▶ [Exercise directions]:
Taking the line with "Which roads connect" as the start, reproduce every line until the records end, exactly and with nothing added.

________________________

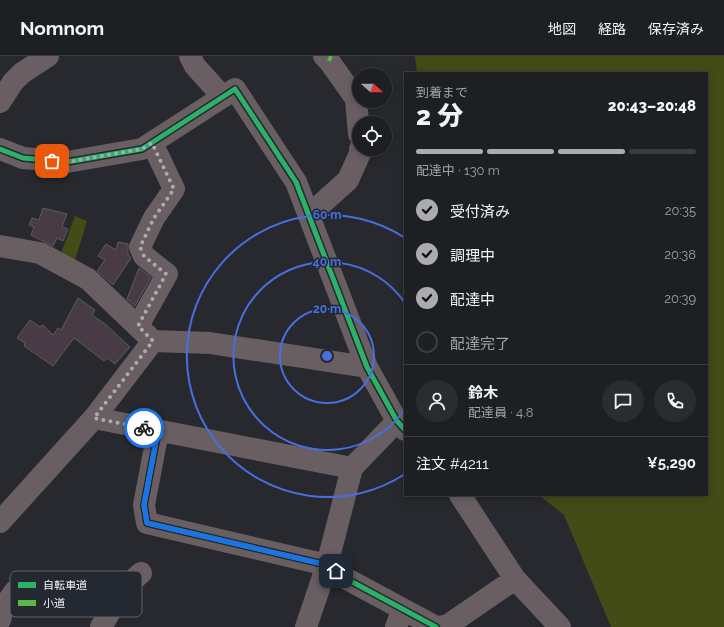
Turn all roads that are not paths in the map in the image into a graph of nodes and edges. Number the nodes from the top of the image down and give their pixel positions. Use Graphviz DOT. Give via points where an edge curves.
graph roads {
  1 [pos="48,56"];
  2 [pos="190,56"];
  3 [pos="324,56"];
  4 [pos="229,93"];
  5 [pos="0,102"];
  6 [pos="357,116"];
  7 [pos="152,143"];
  8 [pos="0,149"];
  9 [pos="359,156"];
  10 [pos="309,215"];
  11 [pos="0,246"];
  12 [pos="145,334"];
  13 [pos="366,367"];
  14 [pos="94,418"];
  15 [pos="401,425"];
  16 [pos="158,431"];
  17 [pos="352,468"];
  18 [pos="461,496"];
  19 [pos="0,522"];
  20 [pos="327,565"];
  21 [pos="515,579"];
  22 [pos="10,598"];
  23 [pos="107,617"];
  24 [pos="400,618"];
  25 [pos="0,620"];
  26 [pos="101,627"];
  27 [pos="306,627"];
  28 [pos="436,627"];
  29 [pos="439,627"];
  30 [pos="560,627"];
  1 -- 5 [label="street" via="22,73"];
  2 -- 4 [label="street" via="195,66"];
  3 -- 6 [label="street" via="356,99"];
  4 -- 7 [label="street"];
  4 -- 10 [label="street" via="296,182"];
  7 -- 8 [label="street" via="142,149 67,162 23,158"];
  7 -- 12 [label="street" via="174,189 154,218 140,247 144,256 166,274"];
  9 -- 10 [label="street" via="348,180"];
  10 -- 13 [label="street"];
  11 -- 12 [label="street" via="40,253 88,279"];
  12 -- 13 [label="street"];
  12 -- 14 [label="street"];
  13 -- 15 [label="street"];
  14 -- 16 [label="street"];
  14 -- 19 [label="street"];
  15 -- 17 [label="street"];
  16 -- 17 [label="street"];
  16 -- 20 [label="street" via="144,504 147,523"];
  17 -- 20 [label="street"];
  18 -- 21 [label="street"];
  20 -- 24 [label="street"];
  20 -- 27 [label="street"];
  21 -- 29 [label="street" via="448,625"];
  21 -- 30 [label="street"];
  22 -- 25 [label="street" via="3,608"];
  23 -- 26 [label="street"];
  24 -- 28 [label="street"];
}
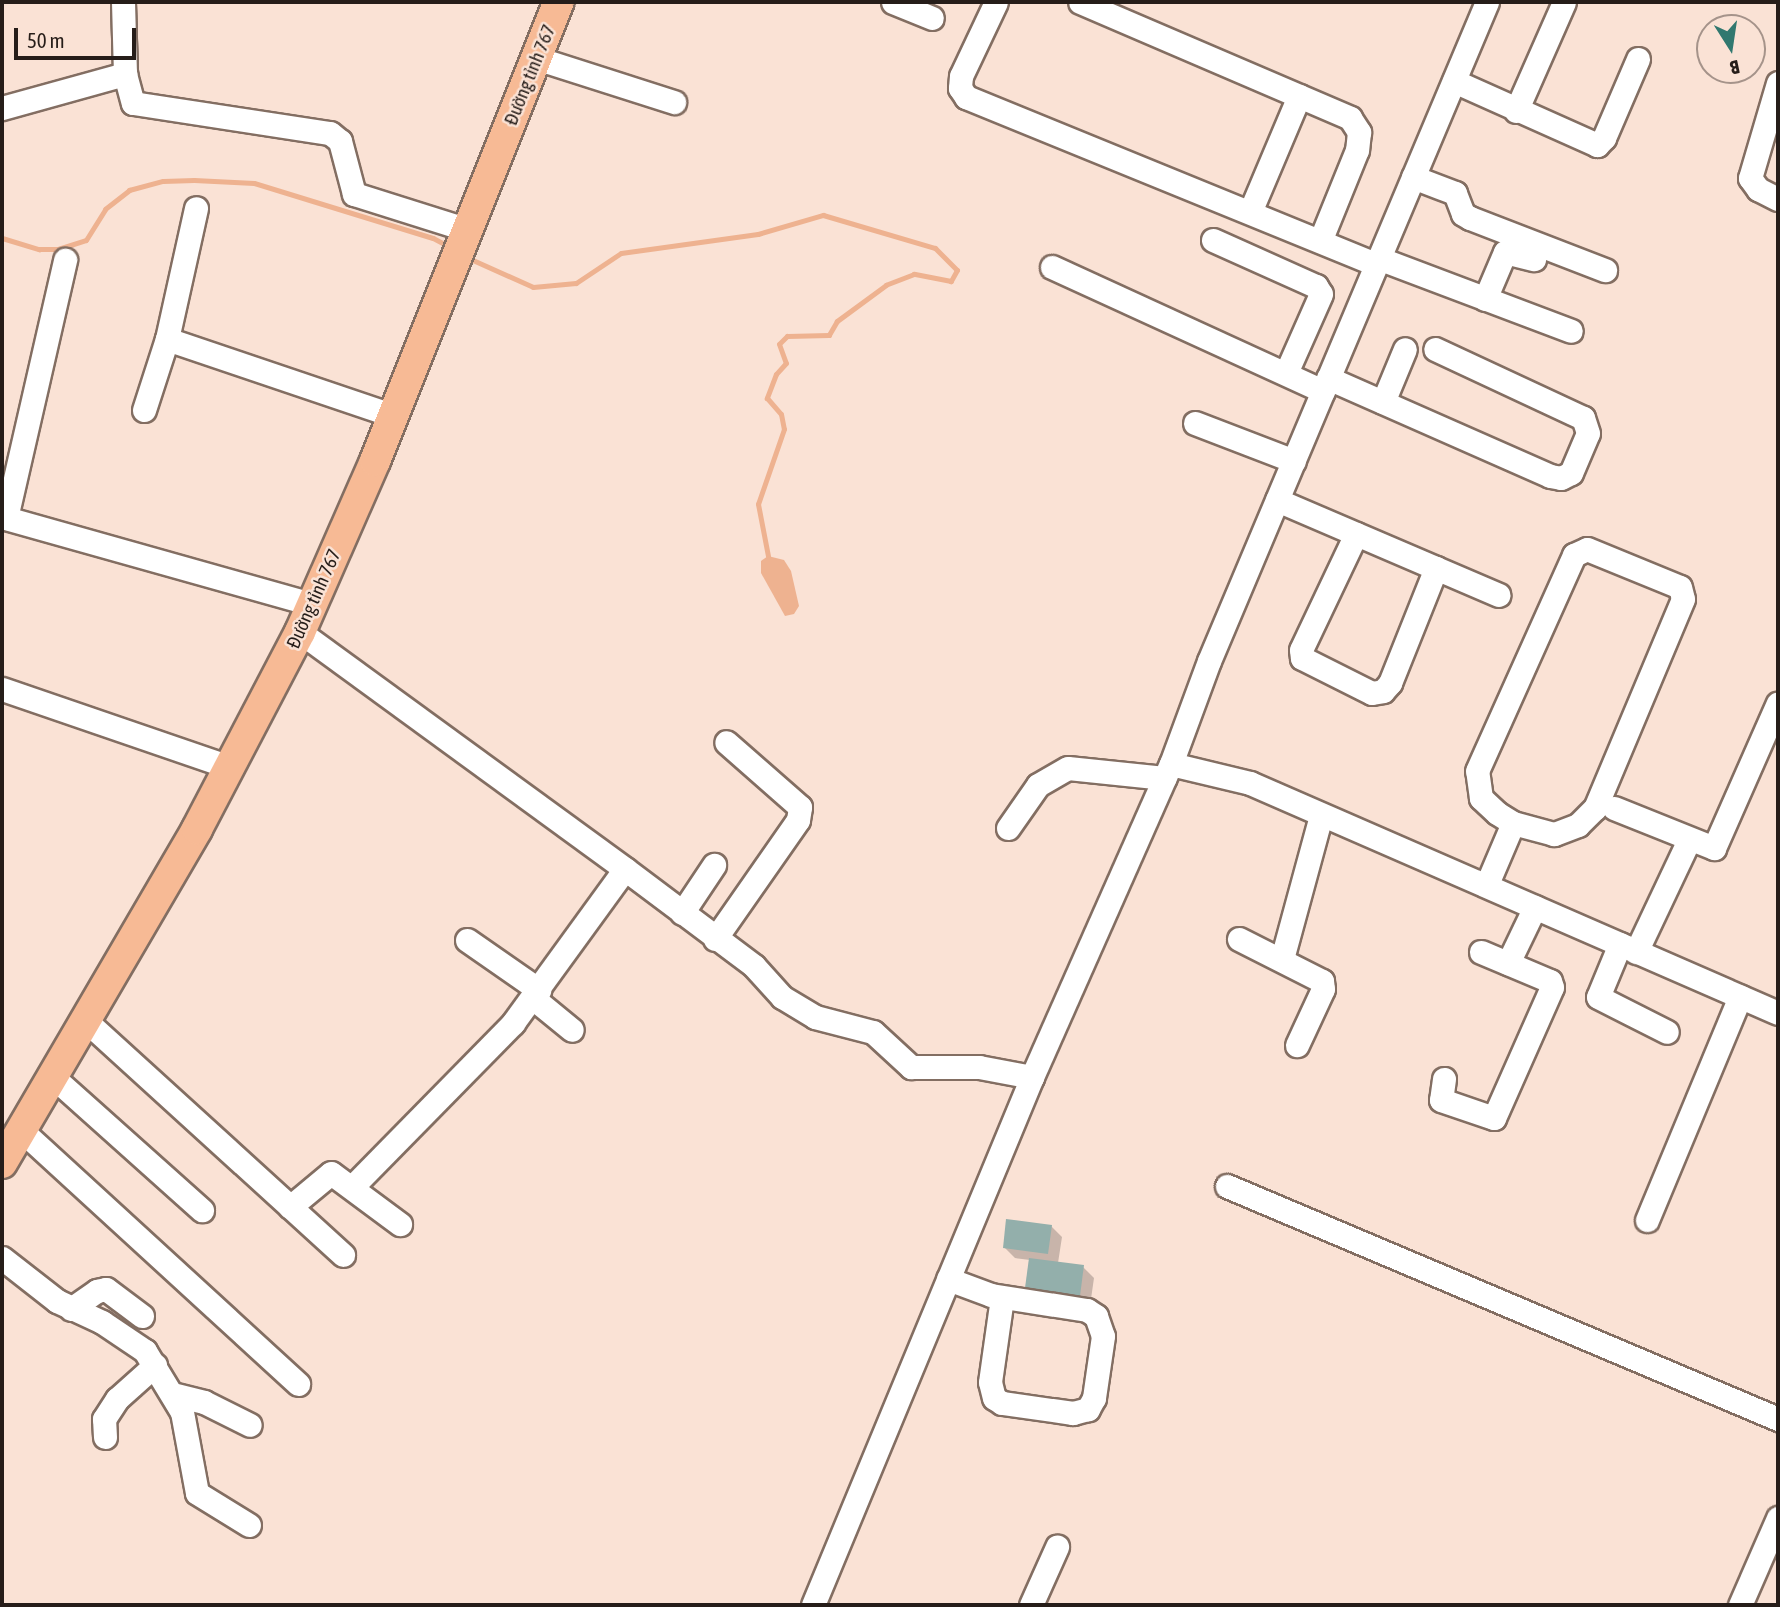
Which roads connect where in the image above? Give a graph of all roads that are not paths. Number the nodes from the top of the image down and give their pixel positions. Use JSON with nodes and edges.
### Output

________________________

▶ [Response]:
Which roads connect where in the image above? Give a graph of all roads that are not paths. Number the nodes from the top of the image down and give their pixel positions. Use JSON with nodes and edges.
### Output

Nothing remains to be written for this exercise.